A Plan of Swan River Settlement and Surrounding Country.jpg



THE


NARRATIVE


OF A VOYAGE TO


THE SWAN RIVER,


WITH AN


Account of that Settlement from an Authentic Source;


CONTAINING


USEFUL HINTS


TO THOSE WHO CONTEMPLATE AN EMIGRATION TO


Western Australia;


WITH A MAP AND NOTES:


TOGETHER WITH

AN APPENDIX


ON THE

PROPER CHOICE OF COUNTRY FOR THE DETERMINED EMIGRANT.


COMPILED AND ARRANGED BY

THE REV. J. GILES POWELL, B.A.

VICAR OF HILLMORTON, WARWICKSHIRE.



"The spread of cultivation is no wild or impracticable plan; it is one fraught with all the blessings Providence has to bestow; it is a pursuit in which Art and Nature go hand in hand to certain and unceasing triumphs; while the common mother, Earth, seems smiling upon the labours of her children, and the unclouded eye of Heaven looks down well pleased upon the exertions it has ordained and blessed."—Sadler's Ireland, p. 418.



LONDON:
PRINTED FOR F. C. WESTLEY,

No. 165, STRAND


1831.



PRINTED BY G. HAYDEN,
Little College Street. Westminster.



TO

THE RIGHT HONOURABLE

Sir ROBERT PEEL, Bart.



SIR,

I am fully sensible that this little work, which I have the honour of dedicating to you, presents nothing new to your notice, and that it would be unworthy of the patronage of your name if its object were not to afford some useful information to those who intend to emigrate to Western Australia. The rapid progress which this Colony has made since its recent establishment must be highly gratifying to you, under whose administration it was founded. Sincerely wishing that you may live to see it become as flourishing as your hopes can anticipate,

I have the honor to subscribe myself,

with great respect,

Sir,

Your obliged, humble Servant,

J. GILES POWELL.


PREFACE.




From the abundant and increasing population of the United Kingdom, it is expedient, and, perhaps, necessary, that many should emigrate, and endeavour to obtain in a foreign land that eligible investment of their capital, and that promising scope for their industry, which circumstances prevent their finding at home.

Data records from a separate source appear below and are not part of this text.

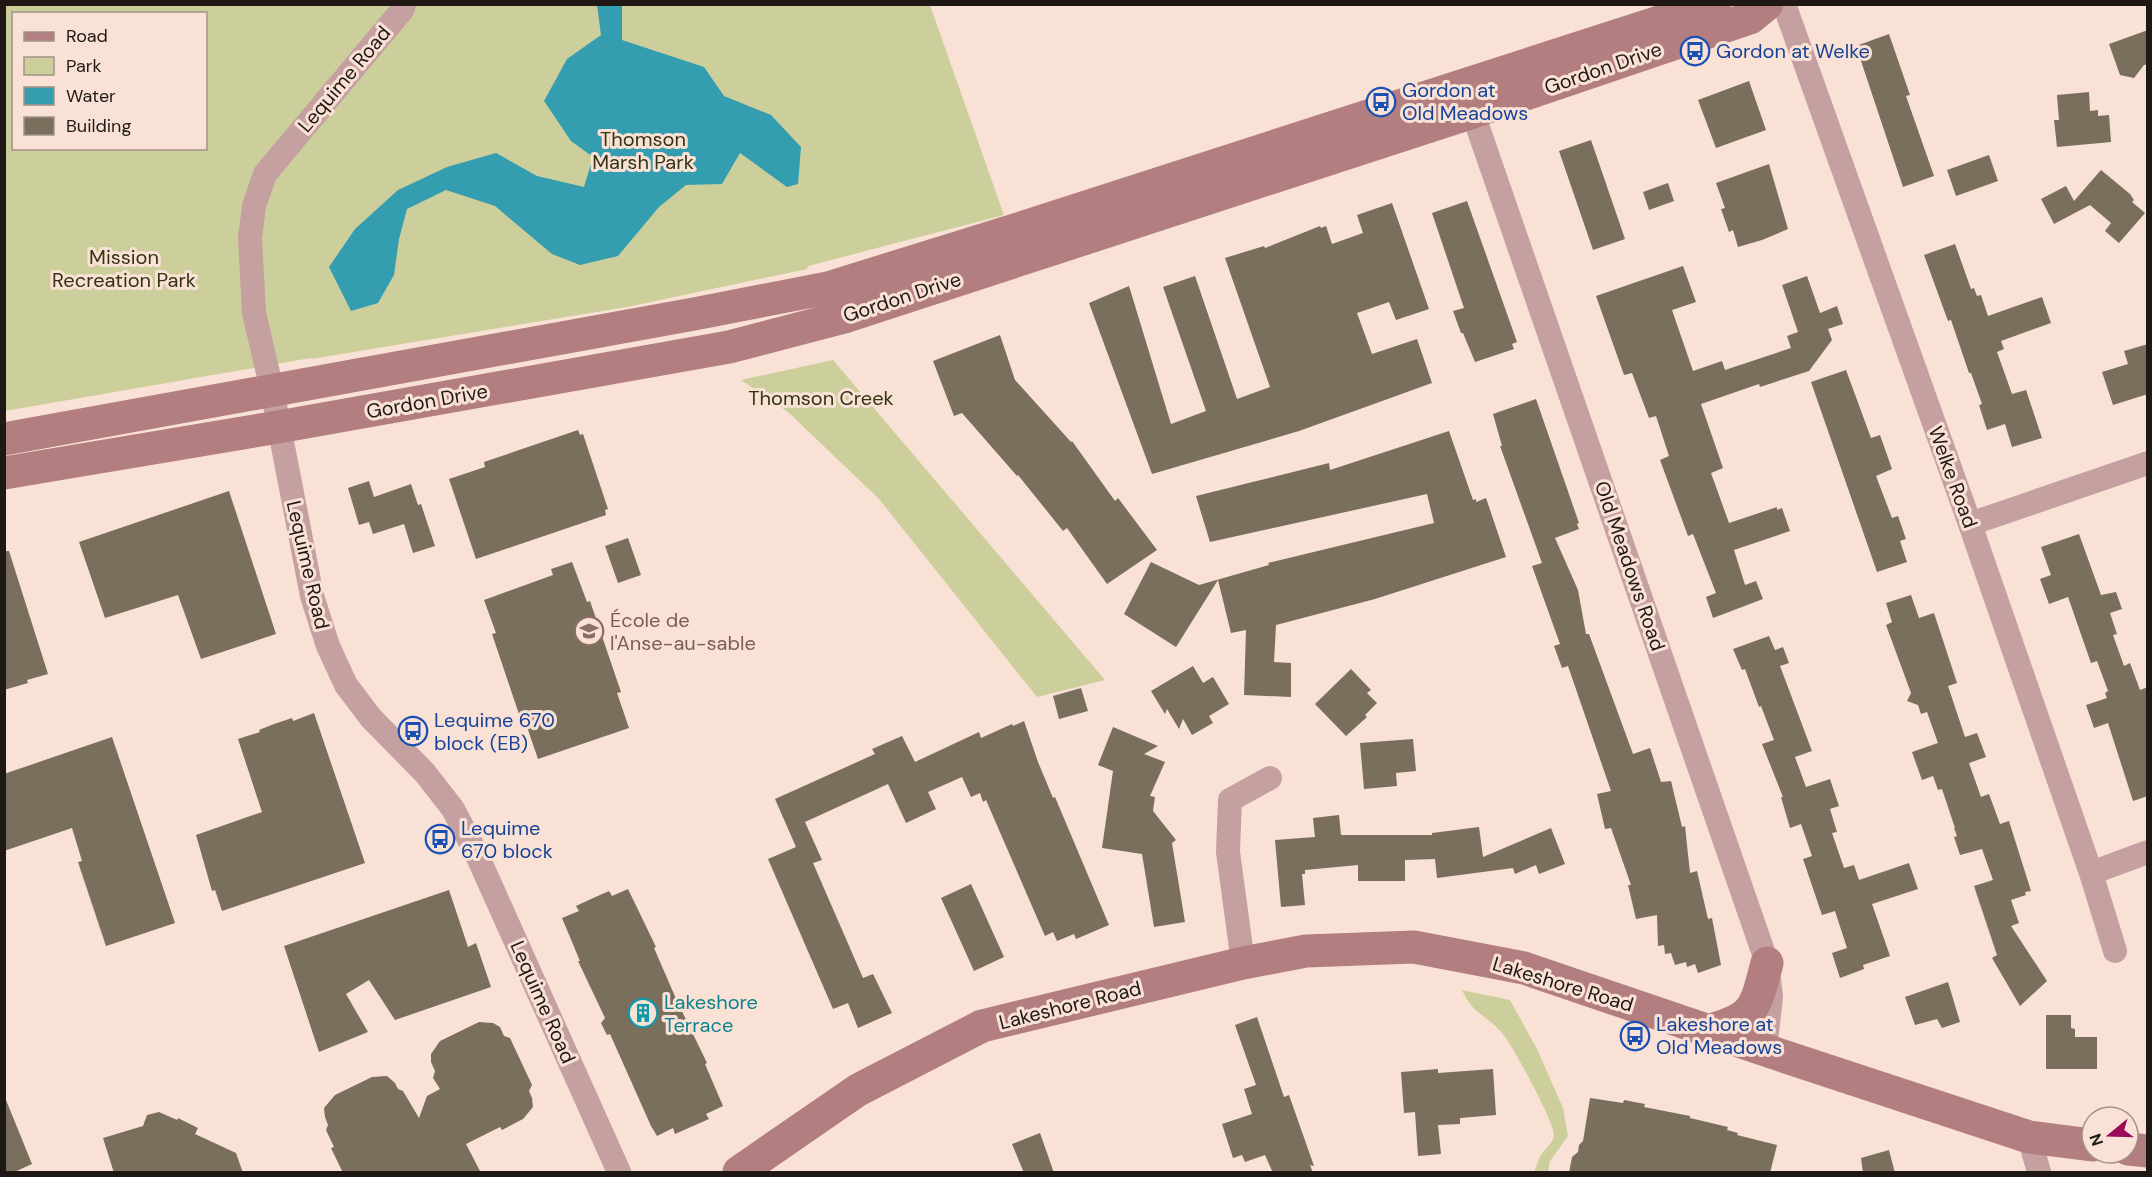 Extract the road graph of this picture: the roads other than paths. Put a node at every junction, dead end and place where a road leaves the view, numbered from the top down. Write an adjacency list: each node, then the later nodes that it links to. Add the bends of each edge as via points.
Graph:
1 (404, 4): 6 (street, Lequime Road, via 265,174 254,206 250,238 254,313)
2 (1715, 4): 5 (main road, Gordon Drive)
3 (1767, 4): 5 (main road, Gordon Drive, via 1750,18)
4 (1784, 4): 11 (street, Welke Road)
5 (1468, 99): 6 (main road, Gordon Drive, via 828,288); 7 (main road, Gordon Drive, via 843,317 718,349); 17 (street, Old Meadows Road)
6 (272, 390): 7 (street, Lequime Road); 8 (main road, Gordon Drive)
7 (278, 427): 10 (main road, Gordon Drive); 22 (street, Lequime Road, via 312,596 346,685 453,809)
8 (4, 439)
9 (2148, 463): 11 (street)
10 (4, 473)
11 (1970, 524): 14 (street, Welke Road)
12 (1270, 778): 16 (street, via 1230,800 1228,852)
13 (2148, 852): 14 (street)
14 (2091, 873): 15 (street, Welke Road)
15 (2115, 951)
16 (1244, 963): 18 (main road, Lakeshore Road, via 1306,951 1414,946 1524,968); 23 (main road, Lakeshore Road, via 982,1026 858,1090)
17 (1767, 963): 18 (main road, via 1758,997 1748,1014 1732,1024); 19 (street, Old Meadows Road, via 1771,997)
18 (1707, 1031): 19 (main road, Lakeshore Road)
19 (1765, 1050): 20 (main road, Lakeshore Road)
20 (2029, 1137): 21 (main road, Lakeshore Road); 24 (street)
21 (2080, 1143)
22 (619, 1173)
23 (739, 1173)
24 (2039, 1173) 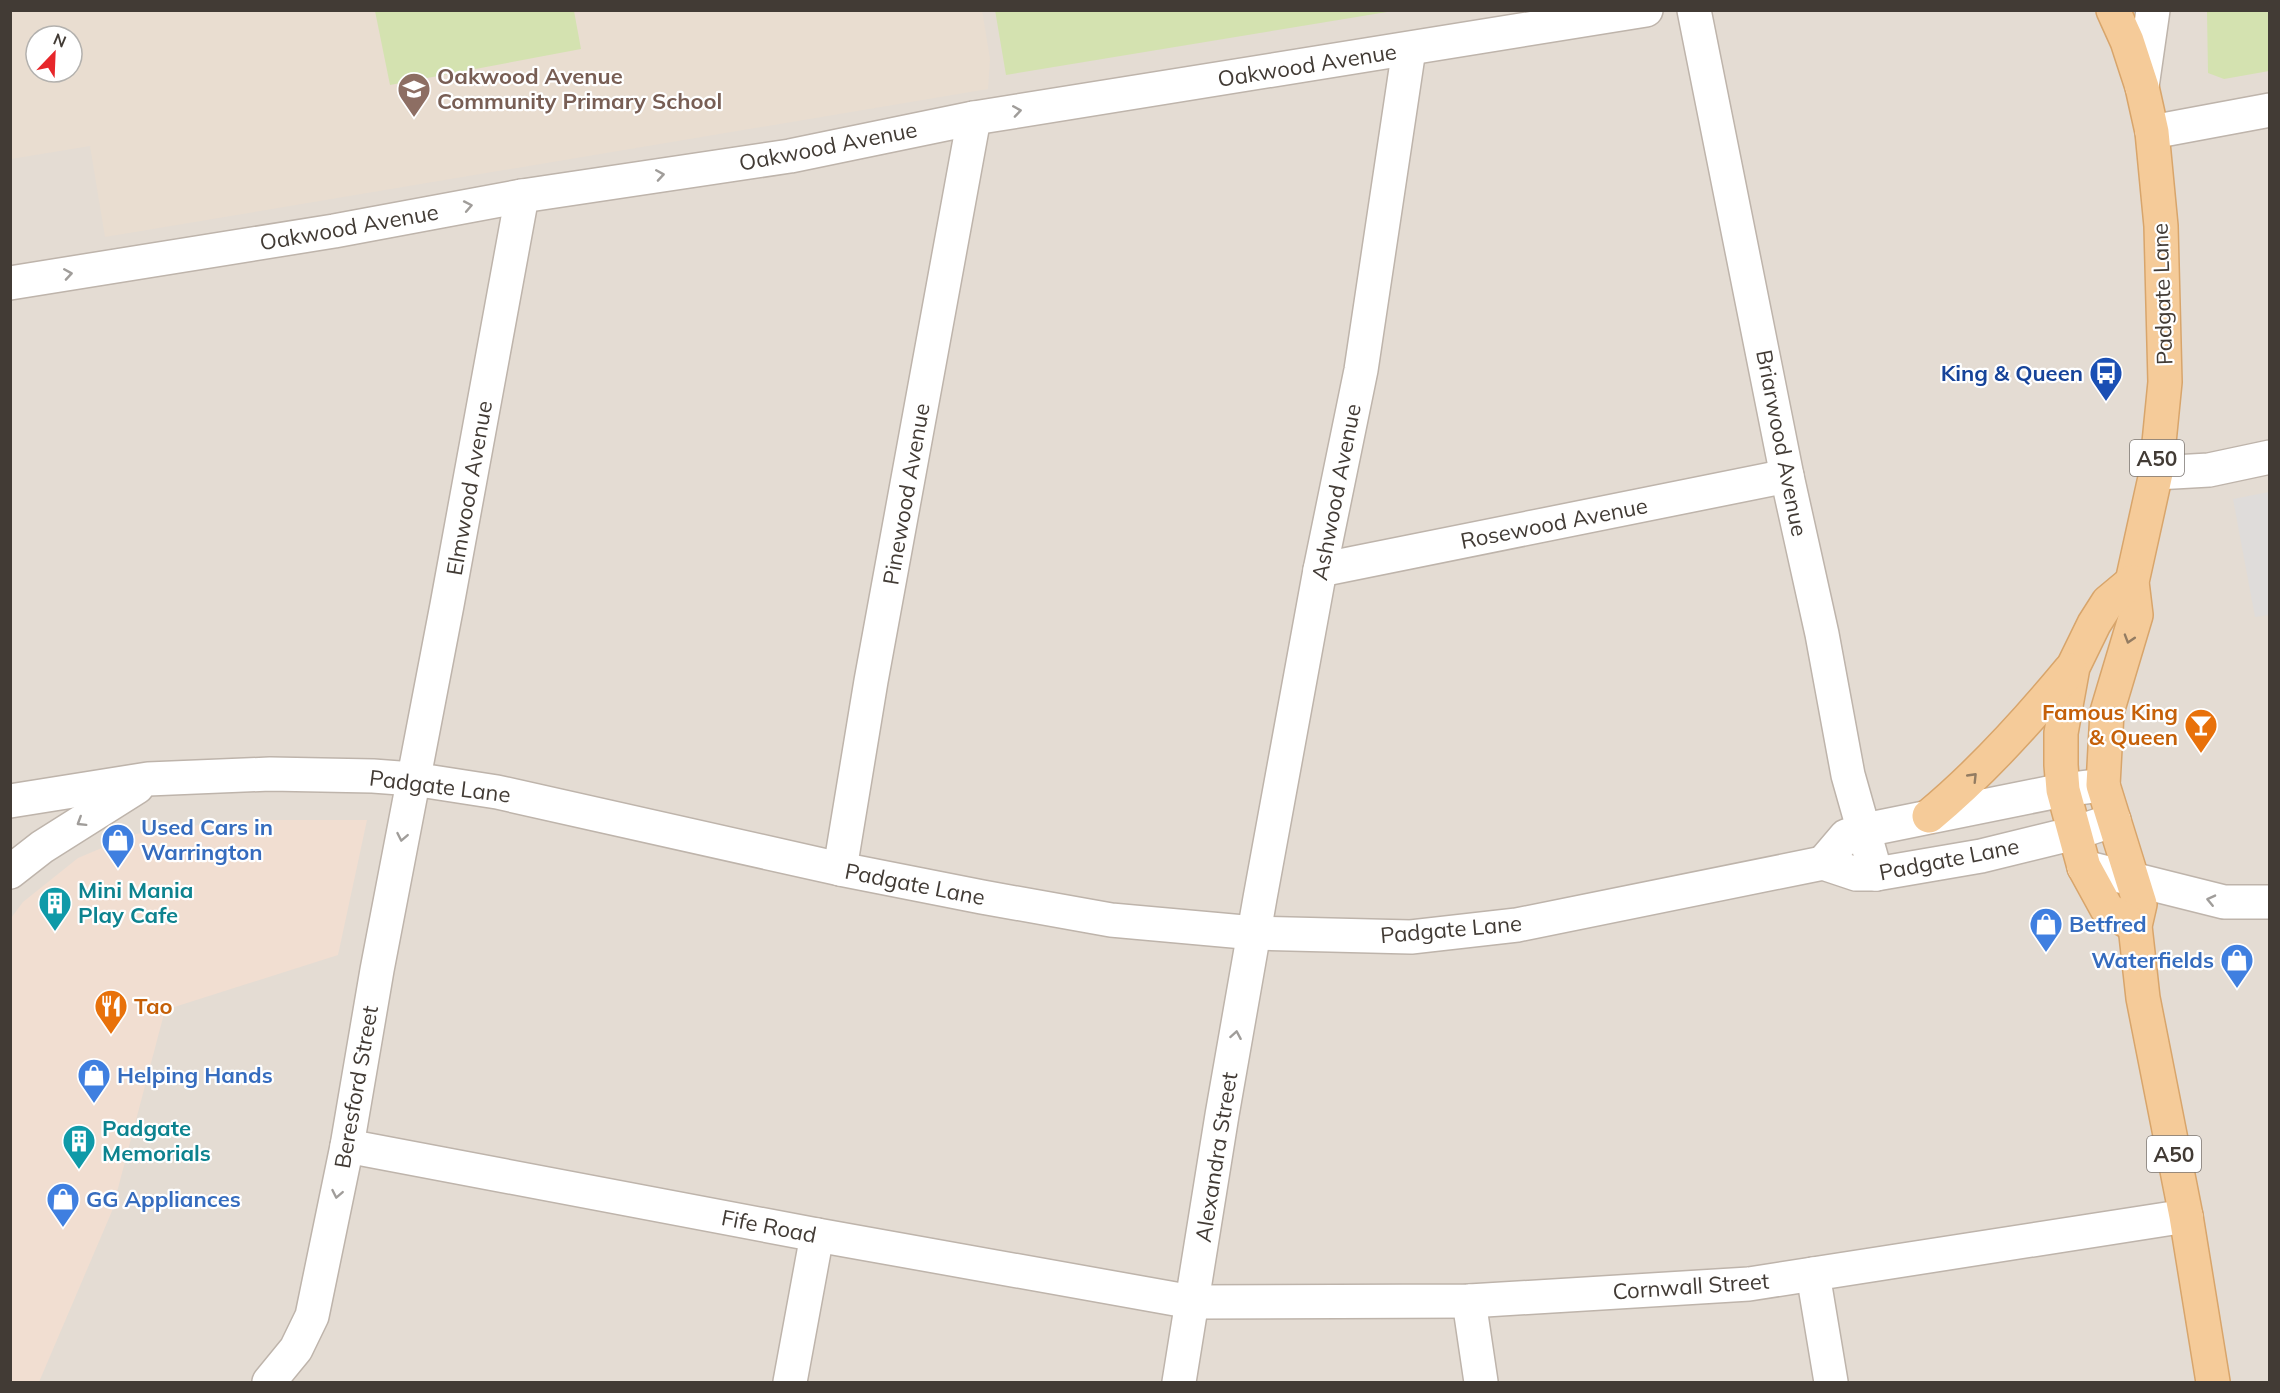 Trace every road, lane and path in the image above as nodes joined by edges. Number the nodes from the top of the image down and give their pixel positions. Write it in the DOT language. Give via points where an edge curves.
graph roads {
  1 [pos="1646,10"];
  2 [pos="1694,10"];
  3 [pos="2113,10"];
  4 [pos="2153,10"];
  5 [pos="1408,49"];
  6 [pos="2142,87"];
  7 [pos="2270,110"];
  8 [pos="974,118"];
  9 [pos="2152,132"];
  10 [pos="522,196"];
  11 [pos="10,283"];
  12 [pos="2270,458"];
  13 [pos="2156,473"];
  14 [pos="1787,476"];
  15 [pos="1320,570"];
  16 [pos="2132,582"];
  17 [pos="2073,667"];
  18 [pos="148,779"];
  19 [pos="413,779"];
  20 [pos="2103,785"];
  21 [pos="2063,790"];
  22 [pos="10,801"];
  23 [pos="1929,816"];
  24 [pos="2114,820"];
  25 [pos="1865,830"];
  26 [pos="2075,833"];
  27 [pos="1823,863"];
  28 [pos="2084,867"];
  29 [pos="840,869"];
  30 [pos="10,872"];
  31 [pos="1876,874"];
  32 [pos="2133,879"];
  33 [pos="2270,902"];
  34 [pos="2135,926"];
  35 [pos="1255,933"];
  36 [pos="347,1146"];
  37 [pos="2186,1216"];
  38 [pos="817,1235"];
  39 [pos="1813,1274"];
  40 [pos="1469,1301"];
  41 [pos="1192,1302"];
  42 [pos="269,1383"];
  43 [pos="790,1383"];
  44 [pos="1179,1383"];
  45 [pos="1481,1383"];
  46 [pos="1831,1383"];
  47 [pos="2214,1383"];
  1 -- 5 [label="street, Oakwood Avenue"];
  2 -- 14 [label="street, Briarwood Avenue"];
  3 -- 6 [label="main road, Padgate Lane / A50"];
  4 -- 6 [label="street"];
  8 -- 5 [label="street, Oakwood Avenue, one-way"];
  5 -- 15 [label="street, Ashwood Avenue" via="1361,370"];
  6 -- 9 [label="main road, Padgate Lane / A50"];
  7 -- 9 [label="street"];
  10 -- 8 [label="street, Oakwood Avenue, one-way" via="790,156"];
  8 -- 29 [label="street, Pinewood Avenue"];
  9 -- 13 [label="main road, Padgate Lane / A50" via="2165,332"];
  11 -- 10 [label="street, Oakwood Avenue, one-way" via="334,231"];
  10 -- 19 [label="street, Elmwood Avenue"];
  12 -- 13 [label="street" via="2209,470"];
  13 -- 16 [label="main road, Padgate Lane / A50"];
  14 -- 15 [label="street, Rosewood Avenue"];
  14 -- 25 [label="street, Briarwood Avenue" via="1848,775"];
  15 -- 35 [label="street, Ashwood Avenue"];
  16 -- 17 [label="main road" via="2108,602"];
  16 -- 20 [label="main road, Padgate Lane / A50, one-way" via="2136,615 2107,712"];
  17 -- 21 [label="main road" via="2061,733"];
  23 -- 17 [label="main road, one-way" via="1956,794 2031,717"];
  18 -- 19 [label="street, Padgate Lane" via="270,774"];
  18 -- 22 [label="street, Padgate Lane"];
  18 -- 30 [label="street, one-way"];
  19 -- 29 [label="street, Padgate Lane" via="540,801"];
  19 -- 36 [label="street, Beresford Street, one-way"];
  20 -- 21 [label="street, Padgate Lane"];
  20 -- 24 [label="main road, Padgate Lane / A50"];
  21 -- 23 [label="street, Padgate Lane"];
  21 -- 26 [label="main road"];
  23 -- 25 [label="street, Padgate Lane"];
  24 -- 26 [label="street, Padgate Lane"];
  24 -- 32 [label="main road, A50"];
  25 -- 27 [label="street, Padgate Lane" via="1846,836"];
  25 -- 31 [label="street, Briarwood Avenue"];
  26 -- 28 [label="main road"];
  26 -- 31 [label="street, Padgate Lane" via="1981,856"];
  27 -- 31 [label="street, Padgate Lane" via="1856,874"];
  27 -- 35 [label="street, Padgate Lane" via="1517,925 1411,937"];
  28 -- 32 [label="street"];
  28 -- 34 [label="main road" via="2107,909"];
  29 -- 35 [label="street, Padgate Lane" via="1111,920"];
  33 -- 32 [label="street, one-way" via="2224,902"];
  32 -- 34 [label="main road, A50" via="2140,904"];
  34 -- 37 [label="main road, A50" via="2143,998"];
  41 -- 35 [label="street, Alexandra Street, one-way"];
  36 -- 38 [label="street, Fife Road"];
  36 -- 42 [label="street, Beresford Street, one-way" via="312,1316 296,1349"];
  37 -- 39 [label="street, Cornwall Street"];
  37 -- 47 [label="main road, A50"];
  38 -- 41 [label="street, Fife Road"];
  38 -- 43 [label="street"];
  39 -- 40 [label="street, Cornwall Street" via="1749,1284"];
  39 -- 46 [label="street"];
  40 -- 41 [label="street, Cornwall Street"];
  40 -- 45 [label="street"];
  41 -- 44 [label="street, Alexandra Street"];
}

Colonies and countries in every quarter of the globe have successively, of late years, excited general interest; and many of His Majesty's subjects have been induced to seek their fortunes in that settlement which, at the moment, was most popular: and while the want of novelty and of success have ceased to draw the attention of the Public and the schemes of the adventurer to the hot plains of Africa, or the banks of the Oronooko— while the frozen Winter of the North chills the adventurer who wishes to emigrate to the Canadas—while the Tory and the Whig abhor the idea of becoming the subjects of republican America, and thereby increasing the strength of a foreign nation—while the religious parent trembles to expose his children to the evil society and the vices of Sydney and Hobart Town, the new Colony on the Swan River, has suddenly risen into notice; and while it obtains the good wishes of every friend to his country, so, also, it has led hundreds to emigrate to it, and induced many more seriously to consider the eligibility of removing themselves and their families to a Colony so exclusively English, holding forth many and great advantages and promising all reasonable success.

As the statements in the public prints have been very contradictory—some describing this Colony as a Paradise, and the richest country in the world, others studiously exaggerating its disadvantages, and representing it as a scene of calamity and disappointment, it may neither be useless nor uninteresting to give a plain, unbiassed account of the Colony in its present infant state, from one who, being a resident in it, is certainly capable of describing it with accuracy, and whose letters to his Father and Brother, whom he entreats to follow him, cannot be suspected of being written with any view to exaggerate, conceal, or deceive.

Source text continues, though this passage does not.